Shortly afterwards, police arrested Wanderer. He initially denied the charges, saying that the stranger's gun was not his, but one that had been part of a mass arms shipment by the Army to a training camp he'd been in during the war. However, police learned during their interrogation that Ruth Wanderer had withdrawn $1500 from her bank account the morning of the killing. Later, Hecht located the money in question at Wanderer's home.

== Confession, trial and conviction ==

Confronted with this evidence, Wanderer confessed. He told the police that he murdered his wife and the stranger to make it look like a robbery. After he found out Ruth was pregnant, Wanderer hired a vagrant as part of a bizarre scheme. Wanderer told the man that his relationship with his wife was deteriorating, and he wanted to stage a fight to prove himself a hero to Ruth. When Watson showed up at the apartment, however, Wanderer shot both him and his wife with the two Colts and staged it so that Ruth's mother would think Watson had killed Ruth.

Wanderer's precise motivation for the crime remains cloudy, as investigators, and Wanderer himself, offered contradictory information. The Chicago police believed he murdered Ruth to collect her money, but Hecht and Norton's accounts (despite their significant difference in details) each suggest Wanderer killed her due to an extramarital affair. Wanderer told one investigator that he killed Ruth in order to "return to the military", matching comments he'd made before Ruth's murder. However, Wanderer's written confession suggests that he had simply tired of marriage, but was unwilling to obtain a divorce.

Throughout his first trial, Wanderer's defense attempted to prove that he was insane, and that Wanderer's confession had been coerced. His father and sister testified to the family history of mental illness, while an Army colleague claimed that Wanderer suffered a head injury during his military service. In his testimony, Wanderer denied both killing Ruth (claiming the police had beaten him into confessing) and knowing Julia Schmitt.
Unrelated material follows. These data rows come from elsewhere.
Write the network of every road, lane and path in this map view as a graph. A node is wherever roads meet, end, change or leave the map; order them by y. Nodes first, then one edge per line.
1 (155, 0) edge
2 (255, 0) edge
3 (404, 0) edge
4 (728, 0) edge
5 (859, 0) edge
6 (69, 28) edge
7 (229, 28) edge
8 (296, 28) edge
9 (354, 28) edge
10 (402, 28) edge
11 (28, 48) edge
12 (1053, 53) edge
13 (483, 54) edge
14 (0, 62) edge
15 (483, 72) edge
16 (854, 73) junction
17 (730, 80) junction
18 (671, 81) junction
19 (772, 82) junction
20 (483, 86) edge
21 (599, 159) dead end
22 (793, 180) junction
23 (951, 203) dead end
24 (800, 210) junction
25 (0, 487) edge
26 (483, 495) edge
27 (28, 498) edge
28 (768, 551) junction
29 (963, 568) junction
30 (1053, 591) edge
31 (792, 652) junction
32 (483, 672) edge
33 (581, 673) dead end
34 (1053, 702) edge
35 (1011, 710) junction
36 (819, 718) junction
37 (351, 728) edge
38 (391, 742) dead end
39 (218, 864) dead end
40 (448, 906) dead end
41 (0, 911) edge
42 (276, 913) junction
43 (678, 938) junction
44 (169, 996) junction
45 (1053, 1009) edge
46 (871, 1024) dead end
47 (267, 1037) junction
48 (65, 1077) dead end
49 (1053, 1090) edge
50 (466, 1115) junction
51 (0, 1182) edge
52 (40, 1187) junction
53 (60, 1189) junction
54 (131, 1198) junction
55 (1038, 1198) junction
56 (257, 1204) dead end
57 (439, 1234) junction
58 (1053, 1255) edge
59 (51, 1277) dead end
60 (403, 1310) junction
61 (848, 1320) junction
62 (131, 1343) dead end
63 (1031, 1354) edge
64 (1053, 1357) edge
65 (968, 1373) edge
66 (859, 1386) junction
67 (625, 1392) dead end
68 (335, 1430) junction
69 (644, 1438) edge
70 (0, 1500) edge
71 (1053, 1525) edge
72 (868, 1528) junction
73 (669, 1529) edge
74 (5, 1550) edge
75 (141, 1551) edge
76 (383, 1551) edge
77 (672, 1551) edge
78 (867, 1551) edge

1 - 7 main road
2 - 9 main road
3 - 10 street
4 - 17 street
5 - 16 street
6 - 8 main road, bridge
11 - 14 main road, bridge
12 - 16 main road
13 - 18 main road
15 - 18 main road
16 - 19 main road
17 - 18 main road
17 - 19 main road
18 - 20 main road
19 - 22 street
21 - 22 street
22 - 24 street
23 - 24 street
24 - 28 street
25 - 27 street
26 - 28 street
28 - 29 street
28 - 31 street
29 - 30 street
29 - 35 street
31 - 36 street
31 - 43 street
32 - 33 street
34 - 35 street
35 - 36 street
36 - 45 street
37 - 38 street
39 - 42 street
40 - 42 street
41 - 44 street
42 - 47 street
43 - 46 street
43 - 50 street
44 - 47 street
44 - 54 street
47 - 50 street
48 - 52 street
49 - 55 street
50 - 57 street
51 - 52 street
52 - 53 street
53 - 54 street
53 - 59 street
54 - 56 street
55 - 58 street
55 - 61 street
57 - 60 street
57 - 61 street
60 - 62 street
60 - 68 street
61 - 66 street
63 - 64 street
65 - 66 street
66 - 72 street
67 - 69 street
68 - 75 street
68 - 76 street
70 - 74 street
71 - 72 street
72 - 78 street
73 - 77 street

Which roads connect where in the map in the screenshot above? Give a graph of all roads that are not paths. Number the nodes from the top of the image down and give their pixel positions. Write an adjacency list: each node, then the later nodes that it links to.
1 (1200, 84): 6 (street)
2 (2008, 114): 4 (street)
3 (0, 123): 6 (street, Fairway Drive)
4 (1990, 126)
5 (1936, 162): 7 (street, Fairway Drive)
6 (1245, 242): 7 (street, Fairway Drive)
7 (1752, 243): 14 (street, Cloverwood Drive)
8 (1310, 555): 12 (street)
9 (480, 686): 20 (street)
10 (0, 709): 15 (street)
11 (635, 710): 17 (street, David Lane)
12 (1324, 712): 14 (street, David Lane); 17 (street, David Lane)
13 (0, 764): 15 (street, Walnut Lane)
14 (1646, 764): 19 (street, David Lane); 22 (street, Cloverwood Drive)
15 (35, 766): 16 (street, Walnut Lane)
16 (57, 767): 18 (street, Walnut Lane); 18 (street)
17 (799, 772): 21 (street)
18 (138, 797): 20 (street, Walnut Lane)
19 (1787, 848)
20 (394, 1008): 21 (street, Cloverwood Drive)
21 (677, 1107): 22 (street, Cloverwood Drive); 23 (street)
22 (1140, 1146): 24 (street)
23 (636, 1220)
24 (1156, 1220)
Wanderer's first trial ended in a hung jury but he was convicted of killing his wife in a second trial and was given a 25-year sentence for manslaughter, which outraged many Chicagoans. At the second trial, the prosecution called Julia Schmitt as a witness; the prosecutor was said to have proclaimed "Kisses for Julia; bullets for Ruth" in his summation.

Wanderer was tried separately for killing the "ragged stranger" and was convicted of first degree murder. The court rejected efforts to proclaim him insane (after Wanderer claimed he saw visions of his dead wife in prison) and sentenced him to death. He was executed on September 30, 1921, singing "Old Pal Why Don’t You Answer Me” before being hanged.

== "Stranger's" identity ==

The stranger was never solidly identified. He was variously identified by parents, friends, and reporters as a host of men, including John J. Maloney, "a circus canvasman and ex-soldier," Al Watson, John Barrett, Earl Keesee and Joseph Ahrens; the coroner joked about the inability of the man to stay identified. Investigators considered the most credible possibilities as Barrett, a former Canadian Soldier who disappeared from Chicago's skid row that same day, or Eddie Ryan, whose mother was a homeless washerwoman named Nellie Ryan who had given him years earlier to a farmer to raise and then identified his body.

Finally in August 1921, the coroner released the body for burial after a woman identified him as her son who she had sent off to a farm 18 years earlier and had never seen again. The police and newspaper reporters never explained the fact that the stranger, although dressed in rags, recently had had a professional manicure and was closely shaven. The man had no money on him to pay for such luxuries and the $1.25 paid to him by Wanderer for food and car fare would not have covered these services either.